CONCLUSÃO: Trabalhadores rurais detentores de trabalho fixo estão menos expostos aos sintomas de ansiedade e depressão - acompanhados de distúrbios do sono - que os trabalhadores safristas. Assim, a percepção da qualidade de vida do grupo-estudo é melhor que a do grupo-controle.

Palavras-chave: distúrbios do sono, desemprego, qualidade de vida, ansiedade, trabalho rural.

In search of a quality of life, we observe the increasing of researches that investigate the depression, anxiety, and sleep¹. They are disturbances that may compromise the development of the individual, and even disqualify him/her for labor.

The labor, which is responsible for the support and for the guarantee of survival, is also essential for the maintenance of the man's quality of life2.

This study is a product of the observation of the medical and psychological search for assistance in a health assistance center of a city of the coffee region of Minas Gerais, with increase in the period between the coffee harvests and marked decrease with the beginning of the harvest. Harvester rural laborers that complained about bad sleep, anguishes and sorrows followed by pains formed most of the patients, during the period between the harvests. These laborers suffer from the insecurity of the unemployment for a long period of time, what may compromise the support and the quality of their lives and of their families3,4.
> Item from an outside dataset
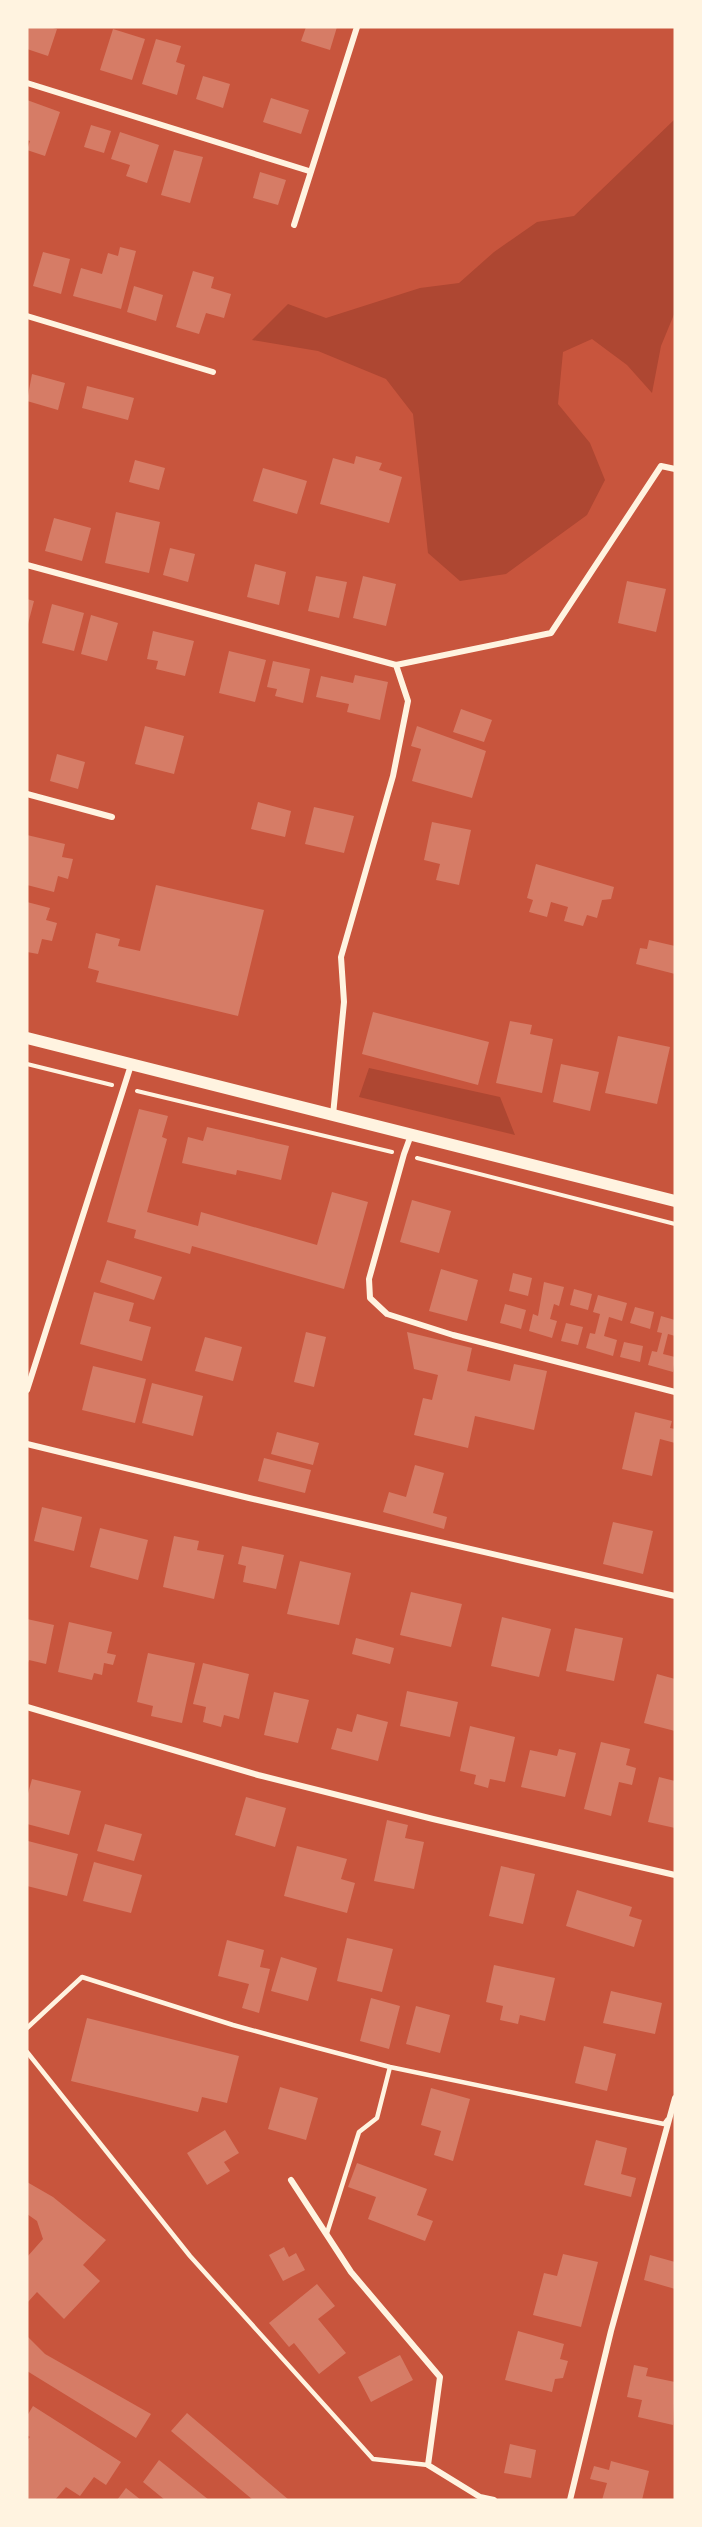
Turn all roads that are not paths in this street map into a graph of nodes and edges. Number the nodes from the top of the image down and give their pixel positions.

The objective of the present study was to evaluate the pattern and the quality of the sleep, the quality of life, the anxiety and depression symptoms levels in a sample of harvester rural laborers that seek for assistance in a health center.

METHOD

During the period between the harvests, 40 harvester rural laborers were evaluated (33 females and 7 males), selected for the psychological and medical assistance in a health unity, and invited to take part in the study. In the control-group, 40 fixed rural laborers (9 females and 31 males) signed up in the basic health network and in the city's health unity, were evaluated. All the subjects signed the free and informed consent term. The research was started after the approval of the Ethics Committee for the Analyses of Research Projects - CAPPesq from the Clinical Direction of the Clinical Hospital, University of São Paulo Medical School (nº 748/05).

The questionnaires used were applied individually due to possible difficulties in reading, because of the patients' low level of learning.

At first, the patients were evaluated with the Mini Exam of the Mental Health (MEEM)5 to exclude those ones who did not score 20. Two of the patients did not get the minimal score and were excluded from the research. The semi-conducted interview was used to know about the marital status, the level of school, the working link and the occupation during the period between the coffee harvests. The following instruments were used: The Pittsburgh Sleep Quality Index (PSQI)6 to quantify the quality of the sleep, in which scores above five indicate a bad quality of sleep; Beck Anxiety Inventory (BAI)7 with the intention of evaluating the anxiety symptoms; Hamilton Scale for Depression Evaluation (HAM-D)8, to investigate the symptoms and attitudes connected to the temper, suicidal ideals, insomnia, work and another signs of depression; and moreover, World Health of Quality of Life in its brief version (WHOQOL - bref)9 to evaluate the perception of the quality of life.

The statistical treatment was performed through the descriptive analyses (frequencies, average and standard deviations) to compare the average age among the groups with the impaired t-Student test; from the chi-squared test in the gender comparison. Agresti's homogeneity chi-squared tests were performed to check the existence of association among the laborers group and the sleep scale, anxiety symptoms, depression symptoms when distinguished in graduations10. Mann-Whitney's non-parametric test was used in the score comparison of quality of life among the groups. To verify the correlation between the scales and the harvest time, the Spearman's correlations were used.

RESULTS

In Table 1, we can observe significant difference in relation to the gender, with the number of females (82.5%) being statistically superior to the one in the study-group (p<0.001). There were not expressive differences in relation to the level of school and to the social status between the study and the control groups. In the study group, 90% attended the Elementary School and 72.5% were married, while in the control-group, all of them (100%) were attending Elementary School and 75% were married. As for the age, the groups showed themselves statistically homogeneous. The study-group's and the control-group's average age was 37 (DP=10.4), with no difference between the ages of both groups (p=0.734).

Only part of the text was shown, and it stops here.